EL TITULAR DE LA UCR ADMITE QUE BUSCAN "COINCIDENCIAS" CON OTRAS FUERZAS
En horas nada más la Unión Cívica Radical afrontará uno de los desafíos más importantes de su centenaria historia. La Convención Nacional que se reunirá a partir de hoy en Rosario no tendrá la presencia del poderoso grupo que encabezan cuatro de los gobernadores de la UCR y que cuenta entre sus filas con decenas de intendentes. Y podría aprobar un documento que allanaría el camino para plegarse a la candidatura presidencial de un extrapartidario, el ex ministro de Economía Roberto Lavagna.
El radicalismo K que adhiere a la “concertación plural” lanzada por el presidente Kirchner decidió no participar justamente argumentando que el documento final del encuentro “ya está redactado” y “no se va a dar el debate propuesto”.
La decisión de no concurrir a la Convención aumentó el riesgo de fractura en la UCR y habilitó nuevas declaraciones cruzadas, mientras que los K confirmaron que en septiembre se reunirán en Córdoba y que la semana próxima comenzarán a armar oficinas en Capital Federal.
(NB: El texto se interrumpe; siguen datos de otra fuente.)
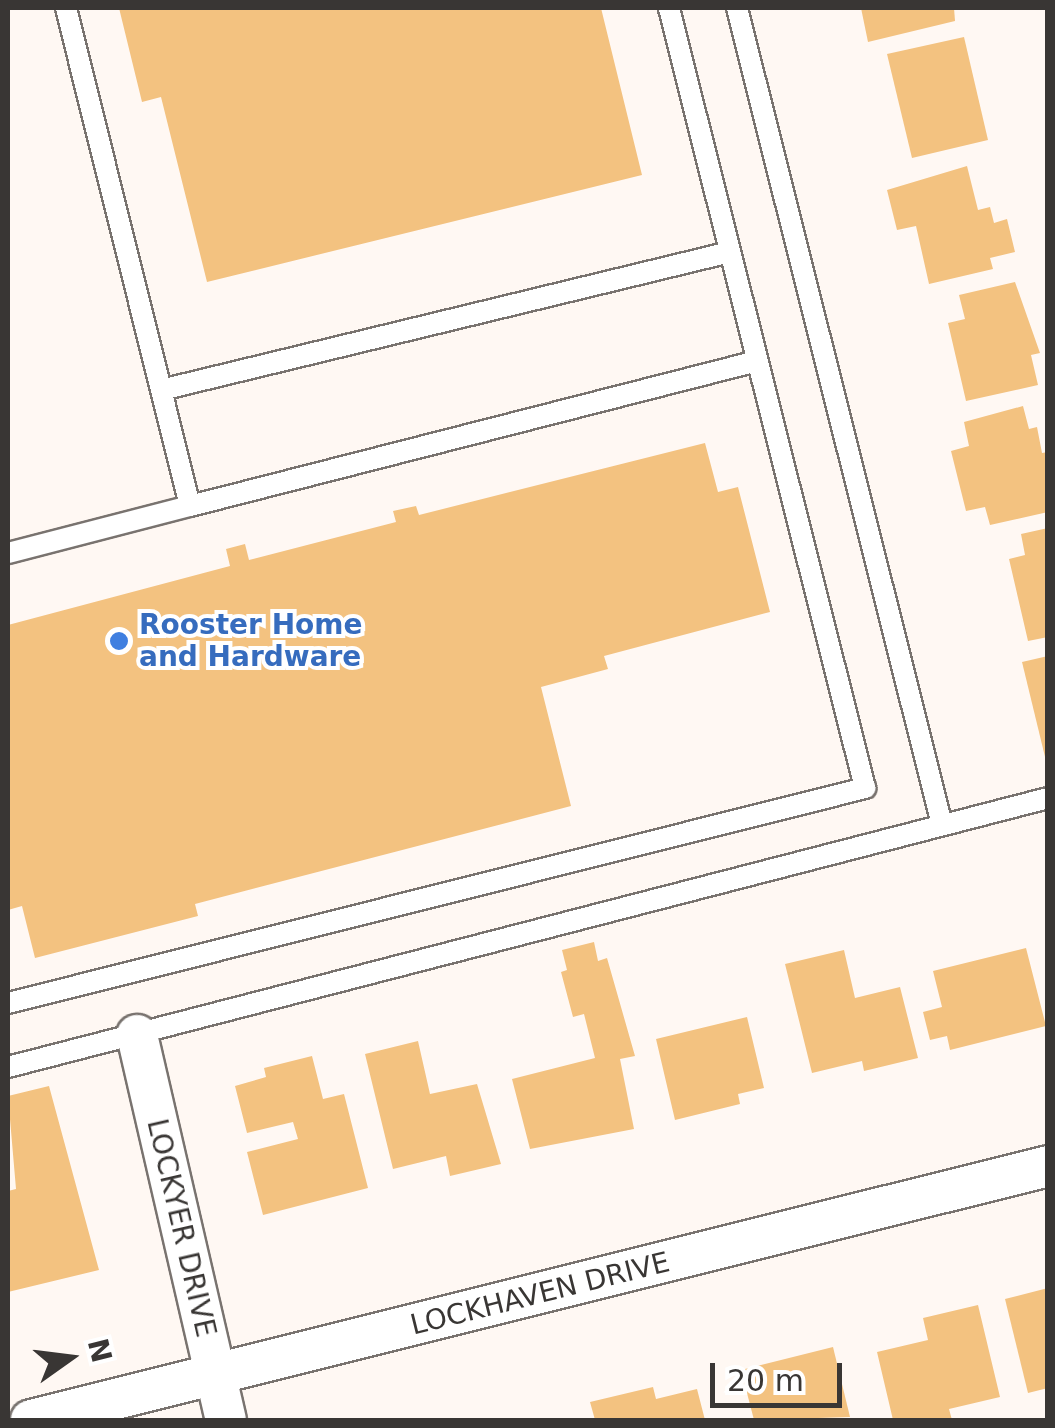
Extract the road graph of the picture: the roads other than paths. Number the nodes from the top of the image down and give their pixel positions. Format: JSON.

El titular de la UCR, Roberto Iglesias, reconoció hoy que “el radicalismo evidentemente tiene problemas”, pero aseguró que es “una estructura potente políticamente en la Argentina”. Por otro parte, el dirigente que apoyaría una alianza con Lavagna, señaló que se “está buscando coincidencias con otros sectores políticos”.
En el otro frente, el gobernador de Río Negro, Miguel Saiz, uno de los impulsores del acercamiento al Gobierno, vaticinó que “finalmente” el radicalismo “deberá dar libertad de acción en cada distrito” y defendió la decisión de los radicales “que gobiernan” de no asistir a la Convención de Rosario.
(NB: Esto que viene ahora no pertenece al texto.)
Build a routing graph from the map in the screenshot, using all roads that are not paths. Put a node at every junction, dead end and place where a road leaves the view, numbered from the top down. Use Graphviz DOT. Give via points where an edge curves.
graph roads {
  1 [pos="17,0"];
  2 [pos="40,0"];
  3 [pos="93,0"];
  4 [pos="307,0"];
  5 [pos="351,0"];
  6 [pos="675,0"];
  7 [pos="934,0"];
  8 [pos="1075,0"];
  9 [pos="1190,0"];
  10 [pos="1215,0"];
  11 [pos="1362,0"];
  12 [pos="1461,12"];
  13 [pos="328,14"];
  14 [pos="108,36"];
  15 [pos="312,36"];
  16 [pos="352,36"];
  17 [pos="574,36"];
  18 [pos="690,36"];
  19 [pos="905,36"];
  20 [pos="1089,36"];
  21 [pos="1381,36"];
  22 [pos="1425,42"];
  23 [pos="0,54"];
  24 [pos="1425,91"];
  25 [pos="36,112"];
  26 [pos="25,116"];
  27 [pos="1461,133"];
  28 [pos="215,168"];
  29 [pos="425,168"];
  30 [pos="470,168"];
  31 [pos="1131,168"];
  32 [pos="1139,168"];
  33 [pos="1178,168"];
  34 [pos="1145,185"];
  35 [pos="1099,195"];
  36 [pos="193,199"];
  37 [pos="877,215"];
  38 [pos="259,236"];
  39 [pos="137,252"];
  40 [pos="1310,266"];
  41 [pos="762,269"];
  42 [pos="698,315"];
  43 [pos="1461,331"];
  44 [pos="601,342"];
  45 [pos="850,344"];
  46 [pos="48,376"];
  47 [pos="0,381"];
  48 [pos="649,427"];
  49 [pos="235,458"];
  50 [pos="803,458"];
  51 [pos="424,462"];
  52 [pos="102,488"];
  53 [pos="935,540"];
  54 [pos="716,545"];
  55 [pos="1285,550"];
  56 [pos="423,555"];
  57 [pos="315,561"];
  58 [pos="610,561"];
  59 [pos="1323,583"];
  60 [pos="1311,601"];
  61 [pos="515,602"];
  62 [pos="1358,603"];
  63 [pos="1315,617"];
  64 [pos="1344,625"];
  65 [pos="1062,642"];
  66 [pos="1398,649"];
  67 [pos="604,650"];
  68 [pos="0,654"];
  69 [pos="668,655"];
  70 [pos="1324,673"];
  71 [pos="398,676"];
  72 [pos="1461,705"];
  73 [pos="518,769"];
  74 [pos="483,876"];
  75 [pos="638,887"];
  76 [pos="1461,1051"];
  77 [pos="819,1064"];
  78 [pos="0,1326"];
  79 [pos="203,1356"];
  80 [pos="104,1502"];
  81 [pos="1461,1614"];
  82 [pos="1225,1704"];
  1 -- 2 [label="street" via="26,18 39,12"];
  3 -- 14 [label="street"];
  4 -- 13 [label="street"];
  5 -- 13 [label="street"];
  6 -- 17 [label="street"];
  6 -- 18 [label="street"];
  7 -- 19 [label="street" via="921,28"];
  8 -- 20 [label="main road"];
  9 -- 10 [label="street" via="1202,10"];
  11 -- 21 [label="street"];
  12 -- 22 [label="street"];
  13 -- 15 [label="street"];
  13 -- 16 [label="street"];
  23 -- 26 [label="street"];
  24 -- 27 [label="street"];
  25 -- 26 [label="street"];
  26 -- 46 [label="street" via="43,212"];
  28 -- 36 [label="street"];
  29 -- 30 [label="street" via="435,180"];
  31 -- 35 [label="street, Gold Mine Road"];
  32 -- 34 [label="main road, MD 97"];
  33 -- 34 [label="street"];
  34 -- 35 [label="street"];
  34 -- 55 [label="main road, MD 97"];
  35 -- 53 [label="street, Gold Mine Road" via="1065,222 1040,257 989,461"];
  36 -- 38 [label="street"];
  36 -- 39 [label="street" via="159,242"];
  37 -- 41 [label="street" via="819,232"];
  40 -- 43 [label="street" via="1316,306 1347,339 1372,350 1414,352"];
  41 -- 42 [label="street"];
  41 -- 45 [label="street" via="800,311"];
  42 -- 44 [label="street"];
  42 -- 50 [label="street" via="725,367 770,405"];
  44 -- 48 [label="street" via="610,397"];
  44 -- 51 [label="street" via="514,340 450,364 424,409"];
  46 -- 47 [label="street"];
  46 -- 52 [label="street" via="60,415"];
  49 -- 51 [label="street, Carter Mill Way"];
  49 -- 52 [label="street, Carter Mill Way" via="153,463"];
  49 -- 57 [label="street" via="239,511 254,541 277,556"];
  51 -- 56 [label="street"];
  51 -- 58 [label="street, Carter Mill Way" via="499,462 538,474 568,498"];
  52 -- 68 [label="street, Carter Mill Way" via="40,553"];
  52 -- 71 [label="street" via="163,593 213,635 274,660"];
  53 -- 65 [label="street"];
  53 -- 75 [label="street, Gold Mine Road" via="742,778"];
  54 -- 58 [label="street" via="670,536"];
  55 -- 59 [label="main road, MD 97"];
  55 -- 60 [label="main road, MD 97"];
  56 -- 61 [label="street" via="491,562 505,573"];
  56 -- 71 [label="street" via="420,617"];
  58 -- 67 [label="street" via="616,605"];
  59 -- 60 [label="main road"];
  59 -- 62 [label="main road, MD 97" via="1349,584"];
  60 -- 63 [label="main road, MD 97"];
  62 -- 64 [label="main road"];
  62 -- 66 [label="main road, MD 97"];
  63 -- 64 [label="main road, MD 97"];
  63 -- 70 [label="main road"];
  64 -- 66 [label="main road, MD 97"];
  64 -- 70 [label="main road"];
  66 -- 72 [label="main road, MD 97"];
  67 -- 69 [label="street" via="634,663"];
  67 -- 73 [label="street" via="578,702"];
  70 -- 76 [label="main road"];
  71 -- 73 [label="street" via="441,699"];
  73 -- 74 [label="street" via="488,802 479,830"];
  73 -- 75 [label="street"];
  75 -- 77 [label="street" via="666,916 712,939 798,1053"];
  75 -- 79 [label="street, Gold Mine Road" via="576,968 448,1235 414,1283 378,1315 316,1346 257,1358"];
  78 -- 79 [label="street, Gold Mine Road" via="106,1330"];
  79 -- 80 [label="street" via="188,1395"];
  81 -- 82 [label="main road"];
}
La agenda de actividades prevista para hoy en la Convención radical es la siguiente: de 16,30 a 21 está previsto que se realice la apertura de las sesiones en el Club Luz y Fuerza, ubicado en Paraguay 1200, y que el Comité Nacional brinde un informe como también los bloques legislativos.
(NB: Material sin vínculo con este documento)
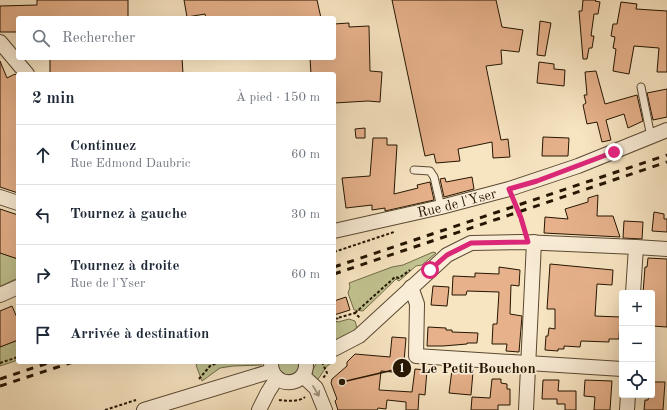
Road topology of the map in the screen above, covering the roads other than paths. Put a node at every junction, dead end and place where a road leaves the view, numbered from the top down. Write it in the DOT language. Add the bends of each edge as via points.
graph roads {
  1 [pos="0,42"];
  2 [pos="25,72"];
  3 [pos="641,87"];
  4 [pos="667,130"];
  5 [pos="651,137"];
  6 [pos="414,170"];
  7 [pos="0,197"];
  8 [pos="16,202"];
  9 [pos="441,207"];
  10 [pos="336,231"];
  11 [pos="531,242"];
  12 [pos="636,247"];
  13 [pos="667,249"];
  14 [pos="411,287"];
  15 [pos="16,288"];
  16 [pos="633,290"];
  17 [pos="0,295"];
  18 [pos="336,348"];
  19 [pos="306,364"];
  20 [pos="528,364"];
  21 [pos="619,369"];
  22 [pos="274,370"];
  23 [pos="303,376"];
  24 [pos="628,398"];
  25 [pos="173,405"];
  26 [pos="144,410"];
  27 [pos="259,410"];
  28 [pos="325,410"];
  29 [pos="526,410"];
  30 [pos="627,410"];
  1 -- 2 [label="street"];
  3 -- 5 [label="lane"];
  4 -- 5 [label="street, Rue de l'Yser"];
  5 -- 9 [label="street, Rue de l'Yser" via="578,166 509,189"];
  6 -- 9 [label="lane" via="430,171 434,176"];
  7 -- 8 [label="street"];
  9 -- 10 [label="street, Rue de l'Yser"];
  11 -- 12 [label="street"];
  11 -- 14 [label="street" via="471,243 447,255"];
  11 -- 20 [label="street"];
  12 -- 13 [label="street"];
  12 -- 16 [label="street"];
  14 -- 18 [label="street" via="359,336"];
  14 -- 20 [label="street" via="417,304 416,356"];
  15 -- 17 [label="street"];
  19 -- 23 [label="street"];
  20 -- 21 [label="street"];
  20 -- 29 [label="street"];
  22 -- 23 [label="street" via="287,382 293,382"];
  22 -- 25 [label="street"];
  22 -- 27 [label="street" via="268,392"];
  23 -- 28 [label="street, one-way" via="316,388"];
  24 -- 30 [label="street"];
  25 -- 26 [label="street"];
}
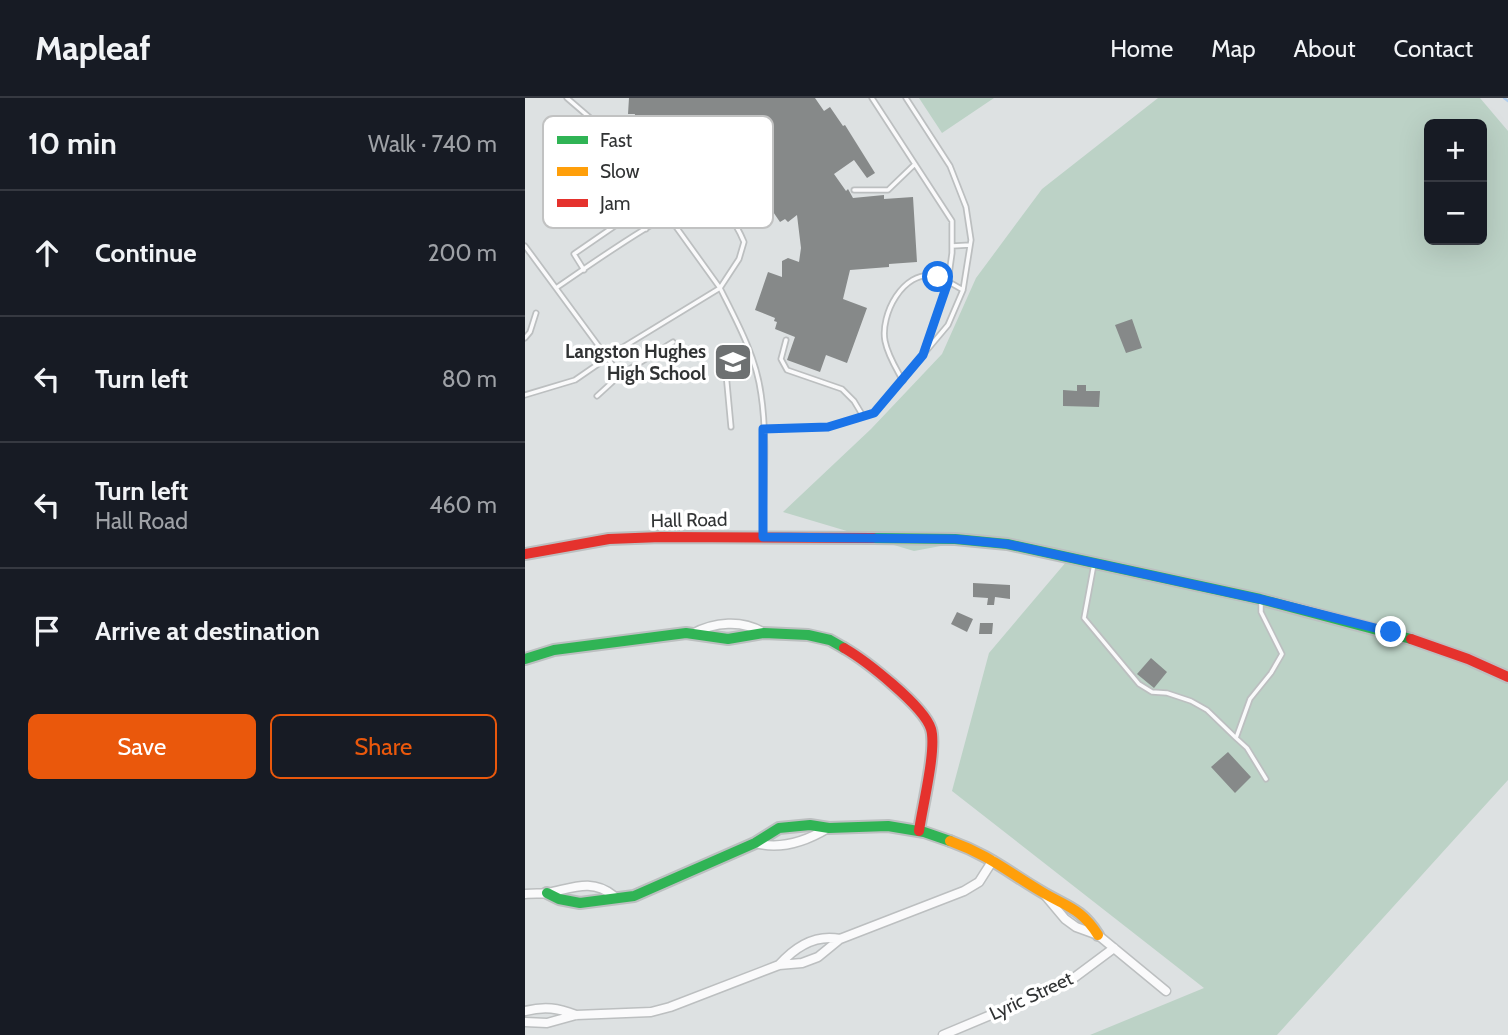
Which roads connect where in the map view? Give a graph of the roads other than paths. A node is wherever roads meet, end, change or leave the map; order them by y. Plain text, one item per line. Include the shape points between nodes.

Pero su objetivo final es fijar la estrategia electoral para el 2007. Como será dominado por los sectores que pregonan el armado de una coalición de fuerte tono opositor es más que probable que el duro documento que circuló ayer, y que tendría los votos asegurados, en el que se define al presidente Néstor Kirchner como “un déspota electivo”, se plasme en la realidad.
De aprobarse el texto, las corrientes mayoritarias —el alfonsinismo y la cúpula partidaria que encabeza el antialfonsinista Roberto Iglesias— tendrían asfaltado el camino para plegarse a la candidatura presidencial de Roberto Lavagna, que ayer se mostró con ex duhaldistas.